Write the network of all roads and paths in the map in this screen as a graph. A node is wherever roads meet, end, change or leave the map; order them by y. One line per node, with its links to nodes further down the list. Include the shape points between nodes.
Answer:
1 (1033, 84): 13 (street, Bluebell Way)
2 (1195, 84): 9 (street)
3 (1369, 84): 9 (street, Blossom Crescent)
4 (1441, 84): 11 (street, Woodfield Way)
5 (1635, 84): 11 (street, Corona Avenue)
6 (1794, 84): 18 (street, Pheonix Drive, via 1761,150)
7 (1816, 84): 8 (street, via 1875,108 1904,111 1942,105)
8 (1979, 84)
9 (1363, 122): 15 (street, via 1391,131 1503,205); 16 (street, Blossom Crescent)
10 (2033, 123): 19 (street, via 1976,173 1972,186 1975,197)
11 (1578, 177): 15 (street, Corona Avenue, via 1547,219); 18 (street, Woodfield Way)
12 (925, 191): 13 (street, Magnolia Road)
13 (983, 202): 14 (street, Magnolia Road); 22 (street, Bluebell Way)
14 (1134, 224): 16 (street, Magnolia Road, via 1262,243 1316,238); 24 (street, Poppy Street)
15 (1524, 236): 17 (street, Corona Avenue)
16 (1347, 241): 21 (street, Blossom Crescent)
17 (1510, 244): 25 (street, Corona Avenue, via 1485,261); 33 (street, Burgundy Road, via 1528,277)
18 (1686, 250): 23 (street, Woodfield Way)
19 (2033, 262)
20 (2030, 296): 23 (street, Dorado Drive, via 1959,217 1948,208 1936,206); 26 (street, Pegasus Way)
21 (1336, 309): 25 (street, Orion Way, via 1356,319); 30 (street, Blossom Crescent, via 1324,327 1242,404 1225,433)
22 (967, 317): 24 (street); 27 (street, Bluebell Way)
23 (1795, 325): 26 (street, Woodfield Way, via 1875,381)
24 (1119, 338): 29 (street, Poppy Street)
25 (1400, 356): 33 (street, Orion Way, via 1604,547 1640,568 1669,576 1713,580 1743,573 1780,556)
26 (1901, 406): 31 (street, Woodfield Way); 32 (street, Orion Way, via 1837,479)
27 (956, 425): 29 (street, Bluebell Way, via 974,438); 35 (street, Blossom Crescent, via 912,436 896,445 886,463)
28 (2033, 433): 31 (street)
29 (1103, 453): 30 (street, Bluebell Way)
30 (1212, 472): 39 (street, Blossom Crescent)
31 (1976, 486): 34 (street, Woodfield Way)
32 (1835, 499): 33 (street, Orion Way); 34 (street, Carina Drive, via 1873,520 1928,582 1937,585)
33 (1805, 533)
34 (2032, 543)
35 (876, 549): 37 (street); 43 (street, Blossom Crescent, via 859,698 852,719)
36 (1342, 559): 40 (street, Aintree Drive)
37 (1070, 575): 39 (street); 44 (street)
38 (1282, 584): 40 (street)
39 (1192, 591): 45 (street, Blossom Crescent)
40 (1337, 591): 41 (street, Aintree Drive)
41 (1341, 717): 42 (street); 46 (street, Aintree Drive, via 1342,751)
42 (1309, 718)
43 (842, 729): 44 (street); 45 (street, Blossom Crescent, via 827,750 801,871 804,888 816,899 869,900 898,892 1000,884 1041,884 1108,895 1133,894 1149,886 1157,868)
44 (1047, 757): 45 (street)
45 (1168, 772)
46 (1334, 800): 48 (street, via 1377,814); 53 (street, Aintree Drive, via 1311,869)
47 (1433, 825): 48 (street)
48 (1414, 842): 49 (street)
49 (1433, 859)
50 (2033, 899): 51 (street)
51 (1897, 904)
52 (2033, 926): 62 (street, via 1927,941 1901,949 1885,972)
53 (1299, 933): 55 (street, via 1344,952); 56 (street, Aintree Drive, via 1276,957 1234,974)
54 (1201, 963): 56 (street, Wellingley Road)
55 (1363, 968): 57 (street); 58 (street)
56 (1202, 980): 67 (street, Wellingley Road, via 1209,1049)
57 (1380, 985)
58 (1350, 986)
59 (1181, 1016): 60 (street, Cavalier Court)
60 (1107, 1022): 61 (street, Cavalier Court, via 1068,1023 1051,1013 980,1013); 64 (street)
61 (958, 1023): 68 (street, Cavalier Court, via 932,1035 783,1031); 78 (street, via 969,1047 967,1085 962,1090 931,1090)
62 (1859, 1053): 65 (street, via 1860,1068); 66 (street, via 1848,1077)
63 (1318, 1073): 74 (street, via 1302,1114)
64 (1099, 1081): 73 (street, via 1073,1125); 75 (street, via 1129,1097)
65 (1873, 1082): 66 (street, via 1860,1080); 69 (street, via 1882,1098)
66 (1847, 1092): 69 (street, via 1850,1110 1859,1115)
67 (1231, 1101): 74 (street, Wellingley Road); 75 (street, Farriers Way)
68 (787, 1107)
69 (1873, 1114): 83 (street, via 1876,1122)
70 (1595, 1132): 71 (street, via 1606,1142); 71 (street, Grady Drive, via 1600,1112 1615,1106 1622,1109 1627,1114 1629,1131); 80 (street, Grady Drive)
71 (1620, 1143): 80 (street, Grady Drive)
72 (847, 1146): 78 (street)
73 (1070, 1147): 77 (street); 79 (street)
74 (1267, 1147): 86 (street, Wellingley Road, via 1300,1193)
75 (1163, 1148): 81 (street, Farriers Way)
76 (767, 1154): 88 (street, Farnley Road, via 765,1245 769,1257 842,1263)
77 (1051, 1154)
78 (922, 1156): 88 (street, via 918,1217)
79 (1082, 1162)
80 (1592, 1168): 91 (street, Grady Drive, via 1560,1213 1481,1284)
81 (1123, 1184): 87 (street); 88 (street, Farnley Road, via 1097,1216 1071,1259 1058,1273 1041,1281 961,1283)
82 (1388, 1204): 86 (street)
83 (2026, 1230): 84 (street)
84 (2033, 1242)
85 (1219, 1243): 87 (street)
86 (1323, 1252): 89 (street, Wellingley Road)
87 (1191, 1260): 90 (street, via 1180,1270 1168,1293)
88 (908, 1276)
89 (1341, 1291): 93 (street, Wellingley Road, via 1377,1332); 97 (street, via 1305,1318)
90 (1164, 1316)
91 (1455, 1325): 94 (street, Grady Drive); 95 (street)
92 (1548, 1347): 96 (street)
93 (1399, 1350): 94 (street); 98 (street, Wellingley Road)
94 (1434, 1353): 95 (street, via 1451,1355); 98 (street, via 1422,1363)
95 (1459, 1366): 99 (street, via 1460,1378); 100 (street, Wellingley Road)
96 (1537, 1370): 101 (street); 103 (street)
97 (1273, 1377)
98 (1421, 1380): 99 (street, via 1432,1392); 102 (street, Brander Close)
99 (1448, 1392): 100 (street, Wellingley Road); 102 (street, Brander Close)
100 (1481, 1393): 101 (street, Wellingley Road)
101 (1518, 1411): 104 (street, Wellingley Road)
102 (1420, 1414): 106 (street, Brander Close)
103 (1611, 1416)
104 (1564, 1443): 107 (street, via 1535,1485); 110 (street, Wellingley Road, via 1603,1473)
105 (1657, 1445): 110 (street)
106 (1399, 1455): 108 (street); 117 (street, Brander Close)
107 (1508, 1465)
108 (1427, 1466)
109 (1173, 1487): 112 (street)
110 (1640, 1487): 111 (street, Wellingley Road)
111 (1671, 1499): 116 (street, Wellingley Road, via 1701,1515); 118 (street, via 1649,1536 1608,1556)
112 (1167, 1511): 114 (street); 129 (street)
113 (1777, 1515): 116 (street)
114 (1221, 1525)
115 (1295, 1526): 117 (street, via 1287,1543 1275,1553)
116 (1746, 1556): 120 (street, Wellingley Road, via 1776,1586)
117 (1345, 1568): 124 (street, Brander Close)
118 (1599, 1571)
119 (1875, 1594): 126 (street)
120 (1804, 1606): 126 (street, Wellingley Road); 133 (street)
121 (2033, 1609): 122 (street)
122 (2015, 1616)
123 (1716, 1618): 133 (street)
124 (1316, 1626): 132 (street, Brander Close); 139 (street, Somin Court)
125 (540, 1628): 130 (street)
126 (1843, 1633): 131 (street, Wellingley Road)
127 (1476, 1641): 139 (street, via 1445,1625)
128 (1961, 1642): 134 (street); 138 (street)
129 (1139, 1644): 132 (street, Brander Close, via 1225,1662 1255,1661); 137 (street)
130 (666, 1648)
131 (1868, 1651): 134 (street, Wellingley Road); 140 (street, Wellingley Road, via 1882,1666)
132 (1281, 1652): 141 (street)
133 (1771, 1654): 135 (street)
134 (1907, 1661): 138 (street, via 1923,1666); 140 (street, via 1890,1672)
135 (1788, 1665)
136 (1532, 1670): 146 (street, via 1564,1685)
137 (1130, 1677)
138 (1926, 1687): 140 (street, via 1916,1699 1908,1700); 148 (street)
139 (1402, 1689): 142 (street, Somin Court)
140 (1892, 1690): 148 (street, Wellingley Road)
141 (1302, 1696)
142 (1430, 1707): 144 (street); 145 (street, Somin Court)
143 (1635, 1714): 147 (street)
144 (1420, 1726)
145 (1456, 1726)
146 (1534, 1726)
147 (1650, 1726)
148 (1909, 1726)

※

EXERCISE DIRECTIONS
Check each line of the data above for the word "Blossom" and copy the ones where it is found.

FINISHED EXERCISE
3 (1369, 84): 9 (street, Blossom Crescent)
9 (1363, 122): 15 (street, via 1391,131 1503,205); 16 (street, Blossom Crescent)
16 (1347, 241): 21 (street, Blossom Crescent)
21 (1336, 309): 25 (street, Orion Way, via 1356,319); 30 (street, Blossom Crescent, via 1324,327 1242,404 1225,433)
27 (956, 425): 29 (street, Bluebell Way, via 974,438); 35 (street, Blossom Crescent, via 912,436 896,445 886,463)
30 (1212, 472): 39 (street, Blossom Crescent)
35 (876, 549): 37 (street); 43 (street, Blossom Crescent, via 859,698 852,719)
39 (1192, 591): 45 (street, Blossom Crescent)
43 (842, 729): 44 (street); 45 (street, Blossom Crescent, via 827,750 801,871 804,888 816,899 869,900 898,892 1000,884 1041,884 1108,895 1133,894 1149,886 1157,868)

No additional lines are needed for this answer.